Brian Evenson is the author of seven books of fiction, most recently Altmann’s Tongue. A new novel, TheOpen Curtain, is forthcoming from Coffee House Press in 2007. He is the Chair of Brown University’s Literary Arts Program.
Kass Fleisher is the author of The Bear River Massacre and the Making of History (nonfiction; SUNY Press, 2004); Accidental Species: A Reproduction (conceptual memoir; Chax Press 2005), and Talking Out of School: Memoir of an Educated Woman (forthcoming from Dalkey Archive Press in 2006).
Sandy Florian holds an MFA from Brown University’s Creative Writing Program in Fiction and is a current candidate for a PhD in English and Creative Writing at the University of Denver. Her first book, Telescope, is forthcoming in October of 2006 with Action Books. Her work appears in many online and in-print journals, including 14 Hills, Bombay Gin, Indiana Review, Gargoyle, Tarpaulin Sky, and The Encyclopedia Project.

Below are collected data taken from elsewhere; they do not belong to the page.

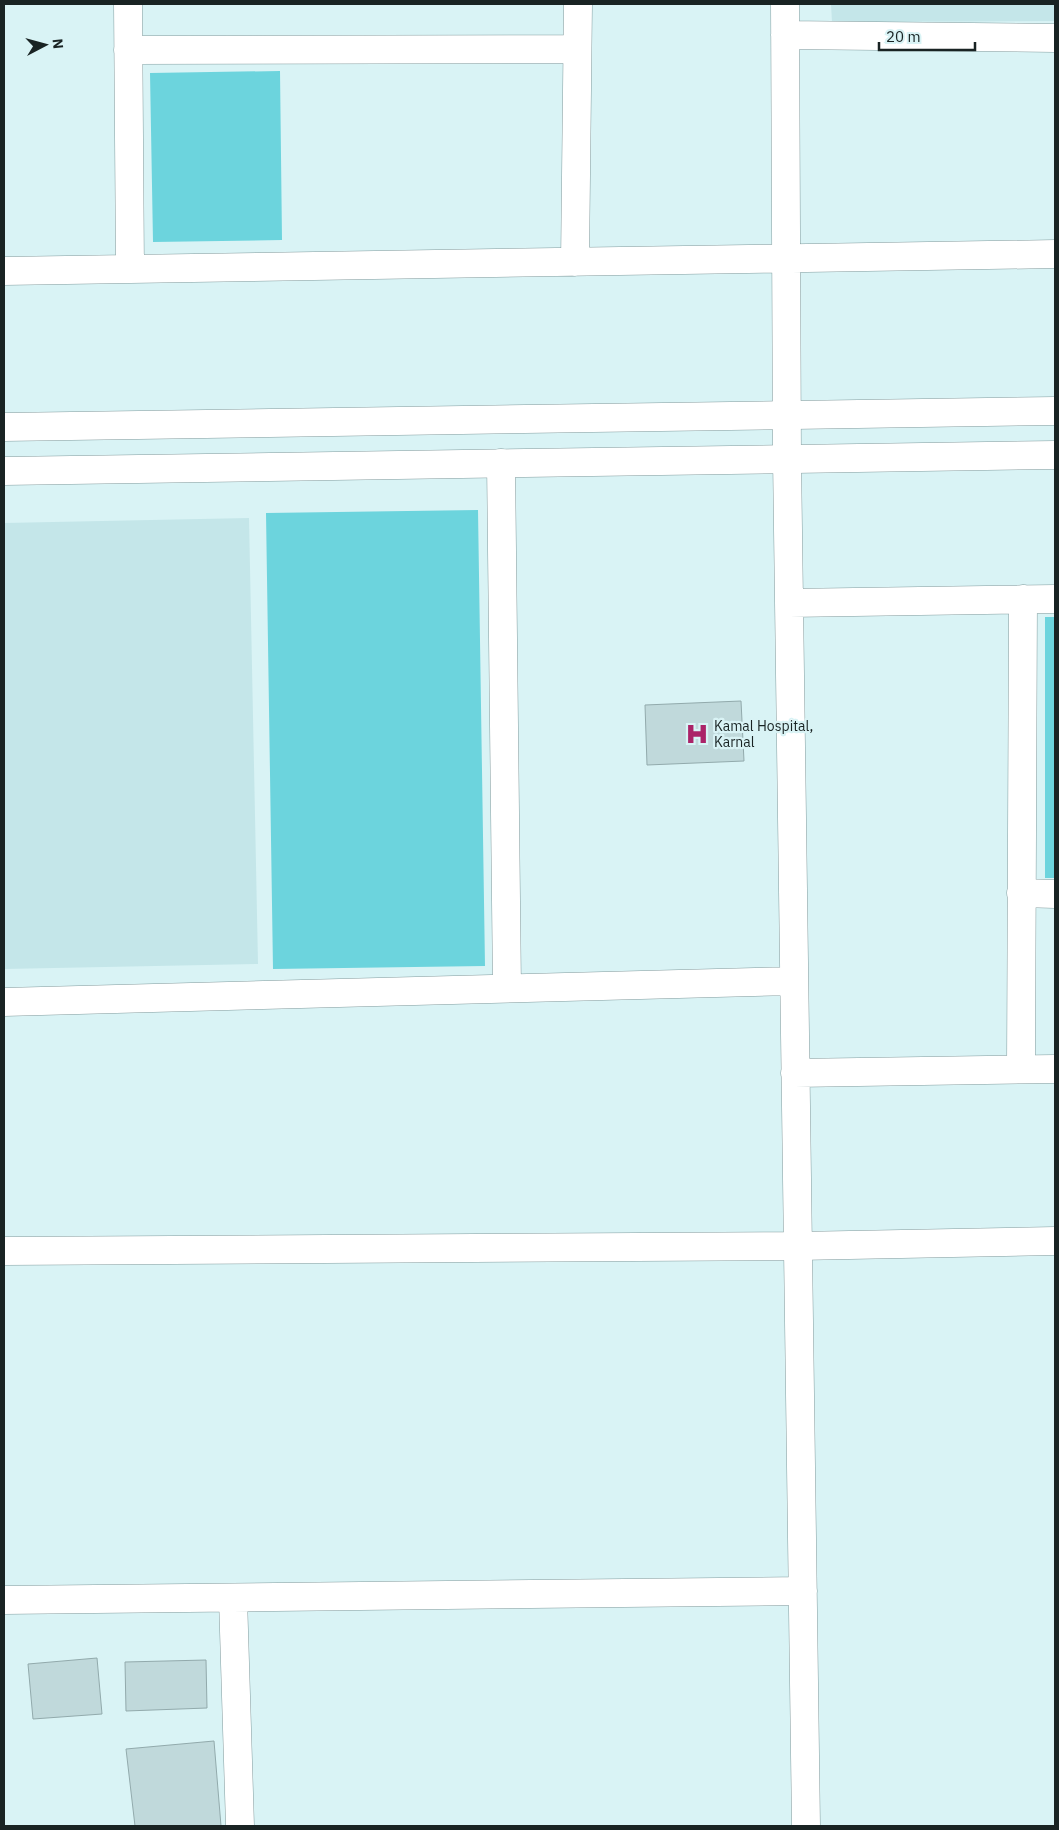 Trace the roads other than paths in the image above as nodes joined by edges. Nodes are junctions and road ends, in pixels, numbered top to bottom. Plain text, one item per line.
1 (128, 4) edge
2 (578, 4) edge
3 (785, 4) edge
4 (786, 35) junction
5 (1055, 38) edge
6 (577, 49) junction
7 (128, 50) junction
8 (1055, 254) edge
9 (786, 258) junction
10 (574, 262) junction
11 (130, 269) junction
12 (4, 271) edge
13 (1055, 410) edge
14 (788, 414) junction
15 (4, 427) edge
16 (1055, 455) edge
17 (787, 458) junction
18 (501, 463) junction
19 (4, 471) edge
20 (1023, 599) junction
21 (1055, 599) edge
22 (789, 602) junction
23 (1021, 894) junction
24 (1055, 894) edge
25 (794, 981) junction
26 (507, 988) junction
27 (4, 1002) edge
28 (1021, 1069) junction
29 (1055, 1069) edge
30 (795, 1073) junction
31 (1055, 1241) edge
32 (798, 1246) junction
33 (4, 1251) edge
34 (803, 1591) junction
35 (233, 1598) junction
36 (4, 1600) edge
37 (240, 1826) edge
38 (806, 1826) edge

1 - 7 street
2 - 6 street
3 - 4 street
4 - 5 street
4 - 9 street
6 - 7 street
6 - 10 street
7 - 11 street
8 - 9 street
9 - 10 street
9 - 14 street
10 - 11 street
11 - 12 street
13 - 14 street
14 - 15 street
14 - 17 street
16 - 17 street
17 - 18 street
17 - 22 street
18 - 19 street
18 - 26 street
20 - 21 street
20 - 22 street
20 - 23 street
22 - 25 street
23 - 24 street
23 - 28 street
25 - 26 street
25 - 30 street
26 - 27 street
28 - 29 street
28 - 30 street
30 - 32 street
31 - 32 street
32 - 33 street
32 - 34 street
34 - 35 street
34 - 38 street
35 - 36 street
35 - 37 street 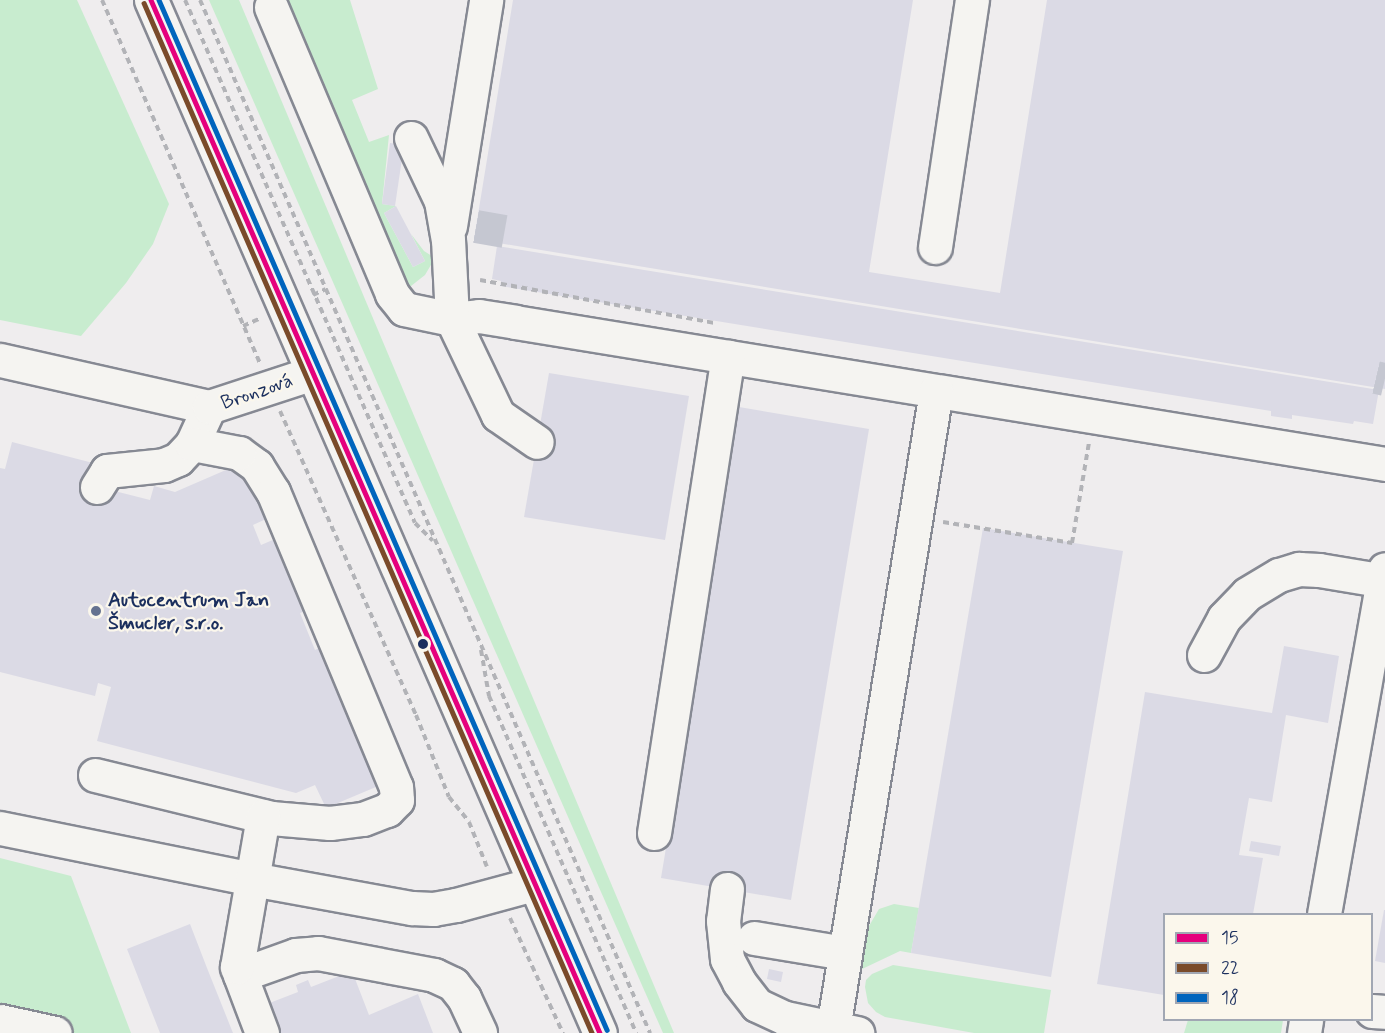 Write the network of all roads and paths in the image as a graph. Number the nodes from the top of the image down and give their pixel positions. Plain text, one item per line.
1 (102, 0) edge
2 (151, 0) edge
3 (185, 0) edge
4 (200, 0) edge
5 (486, 0) edge
6 (972, 0) edge
7 (271, 7) dead end
8 (411, 138) dead end
9 (459, 224) junction
10 (935, 248) dead end
11 (452, 320) junction
12 (728, 357) junction
13 (0, 360) edge
14 (313, 373) junction
15 (270, 387) junction
16 (936, 391) junction
17 (209, 407) junction
18 (1090, 437) dead end
19 (537, 442) dead end
20 (192, 444) junction
21 (1385, 464) edge
22 (97, 487) dead end
23 (915, 518) junction
24 (434, 542) junction
25 (1384, 577) edge
26 (479, 644) junction
27 (1204, 655) dead end
28 (95, 775) dead end
29 (263, 816) junction
30 (0, 828) edge
31 (654, 833) dead end
32 (252, 879) junction
33 (534, 884) junction
34 (727, 889) dead end
35 (498, 894) junction
36 (1324, 913) edge
37 (754, 938) dead end
38 (845, 952) junction
39 (240, 975) junction
40 (0, 1021) edge
41 (836, 1030) edge
42 (55, 1033) edge
43 (262, 1033) edge
44 (480, 1033) edge
45 (563, 1033) edge
46 (600, 1033) edge
47 (636, 1033) edge
48 (650, 1033) edge

1 - 15 path
2 - 14 street
3 - 24 path
4 - 24 path
5 - 9 street
6 - 10 street
7 - 11 street
8 - 9 street
9 - 11 street
11 - 12 street
11 - 19 street
12 - 16 street
12 - 31 street
13 - 17 street
14 - 15 street, Bronzová
14 - 33 street
15 - 17 street, Bronzová
15 - 35 path
16 - 21 street
16 - 23 street
17 - 20 street, Bronzová
18 - 23 path
20 - 22 street, Bronzová
20 - 29 street
23 - 38 street
24 - 26 path
25 - 27 street
25 - 36 street
26 - 47 path
26 - 48 path
28 - 29 street
29 - 32 street
30 - 32 street
32 - 35 street
32 - 39 street
33 - 35 street
33 - 46 street
34 - 41 street
35 - 45 path
37 - 38 street
38 - 41 street
39 - 43 street
39 - 44 street
40 - 42 street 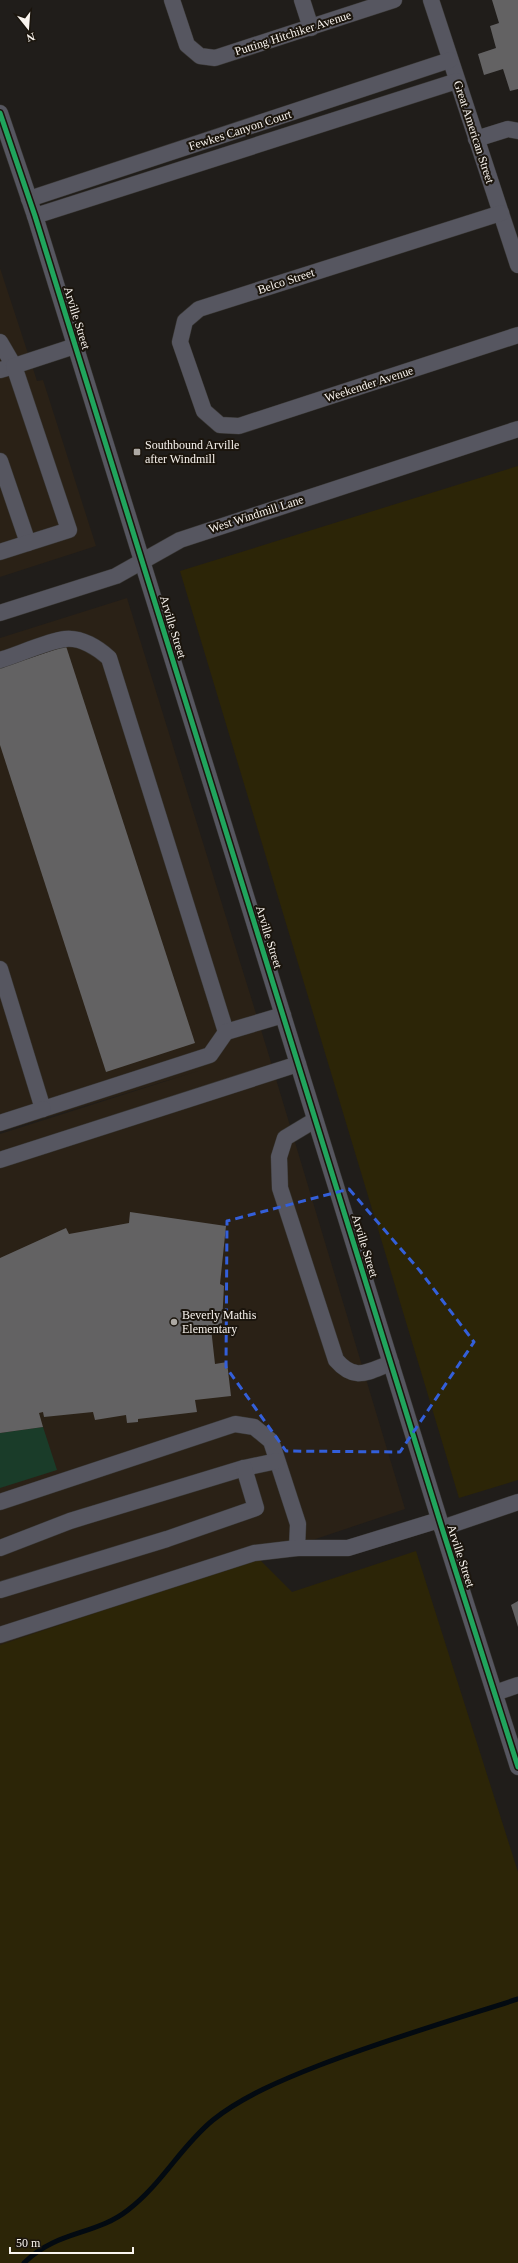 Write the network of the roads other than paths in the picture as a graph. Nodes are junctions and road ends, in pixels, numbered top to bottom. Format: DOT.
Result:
graph roads {
  1 [pos="172,0"];
  2 [pos="302,0"];
  3 [pos="394,0"];
  4 [pos="431,0"];
  5 [pos="311,28"];
  6 [pos="450,60"];
  7 [pos="457,81"];
  8 [pos="346,95"];
  9 [pos="0,113"];
  10 [pos="352,114"];
  11 [pos="518,131"];
  12 [pos="476,138"];
  13 [pos="169,153"];
  14 [pos="174,172"];
  15 [pos="29,199"];
  16 [pos="501,213"];
  17 [pos="35,216"];
  18 [pos="518,265"];
  19 [pos="518,335"];
  20 [pos="0,342"];
  21 [pos="75,346"];
  22 [pos="7,368"];
  23 [pos="220,425"];
  24 [pos="518,429"];
  25 [pos="0,460"];
  26 [pos="28,543"];
  27 [pos="0,552"];
  28 [pos="142,561"];
  29 [pos="0,613"];
  30 [pos="0,660"];
  31 [pos="0,969"];
  32 [pos="283,1015"];
  33 [pos="226,1032"];
  34 [pos="298,1064"];
  35 [pos="43,1109"];
  36 [pos="315,1120"];
  37 [pos="0,1123"];
  38 [pos="0,1160"];
  39 [pos="391,1363"];
  40 [pos="277,1461"];
  41 [pos="244,1468"];
  42 [pos="0,1502"];
  43 [pos="518,1502"];
  44 [pos="441,1524"];
  45 [pos="0,1548"];
  46 [pos="297,1548"];
  47 [pos="0,1590"];
  48 [pos="0,1635"];
  49 [pos="518,1685"];
  50 [pos="495,1693"];
  51 [pos="518,1767"];
  1 -- 5 [label="street, Putting Hitchiker Avenue"];
  2 -- 5 [label="street"];
  3 -- 5 [label="street, Putting Hitchiker Avenue"];
  4 -- 6 [label="street, Great American Street"];
  6 -- 7 [label="street, Great American Street"];
  6 -- 8 [label="street, Fewkes Canyon Court"];
  7 -- 10 [label="street, Fewkes Canyon Court"];
  7 -- 12 [label="street, Great American Street"];
  8 -- 10 [label="street"];
  8 -- 13 [label="street, Fewkes Canyon Court"];
  9 -- 15 [label="street, Arville Street"];
  10 -- 14 [label="street, Fewkes Canyon Court"];
  11 -- 12 [label="street"];
  12 -- 16 [label="street, Great American Street"];
  13 -- 14 [label="street"];
  13 -- 15 [label="street, Fewkes Canyon Court"];
  14 -- 17 [label="street, Fewkes Canyon Court"];
  15 -- 17 [label="street, Arville Street"];
  16 -- 18 [label="street, Great American Street"];
  16 -- 23 [label="street, Belco Street"];
  17 -- 21 [label="street, Arville Street"];
  19 -- 23 [label="street, Weekender Avenue"];
  20 -- 22 [label="street"];
  21 -- 22 [label="street"];
  21 -- 28 [label="street, Arville Street"];
  22 -- 26 [label="street"];
  24 -- 28 [label="street, West Windmill Lane"];
  25 -- 26 [label="street"];
  26 -- 27 [label="street"];
  28 -- 29 [label="street, West Windmill Lane"];
  28 -- 32 [label="street, Arville Street"];
  30 -- 33 [label="street"];
  31 -- 35 [label="street"];
  32 -- 33 [label="street"];
  32 -- 34 [label="street, Arville Street"];
  33 -- 35 [label="street"];
  34 -- 36 [label="street, Arville Street"];
  34 -- 38 [label="street"];
  35 -- 37 [label="street"];
  36 -- 39 [label="street, Arville Street"];
  36 -- 39 [label="street"];
  39 -- 44 [label="street, Arville Street"];
  40 -- 41 [label="street"];
  40 -- 42 [label="street"];
  40 -- 46 [label="street"];
  41 -- 45 [label="street"];
  41 -- 47 [label="street"];
  43 -- 44 [label="street"];
  44 -- 46 [label="street"];
  44 -- 50 [label="street, Arville Street"];
  46 -- 48 [label="street"];
  49 -- 50 [label="street"];
  50 -- 51 [label="street, Arville Street"];
}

Gina Frangello is the Executive Editor of Other Voices Magazine/OV Books. Her first novel, My Sister’s Continent, came out from Chiasmus Press in January 2006. Her short stories have appeared in various magazines including Story Quarterly, Prairie Schooner, and Blithe House Quarterly.
Eugene K. Garber has published four books of short fiction: Metaphysical Tales, The Historian, Beasts in Their Wisdom, and the forthcoming Vienna ØØ. He is working with seven other artists on a hypermedia fiction entitled Eroica.
Chris Glomski is the author of IL LA, a chapbook (Noemi Press 2002), and TRANSPARENCIES LIFTED FROM NOON (MEB/Spuyten Duyvil Press 2005), a full-length collection of poems. He lives in Chicago with his wife, Jennifer Rupert.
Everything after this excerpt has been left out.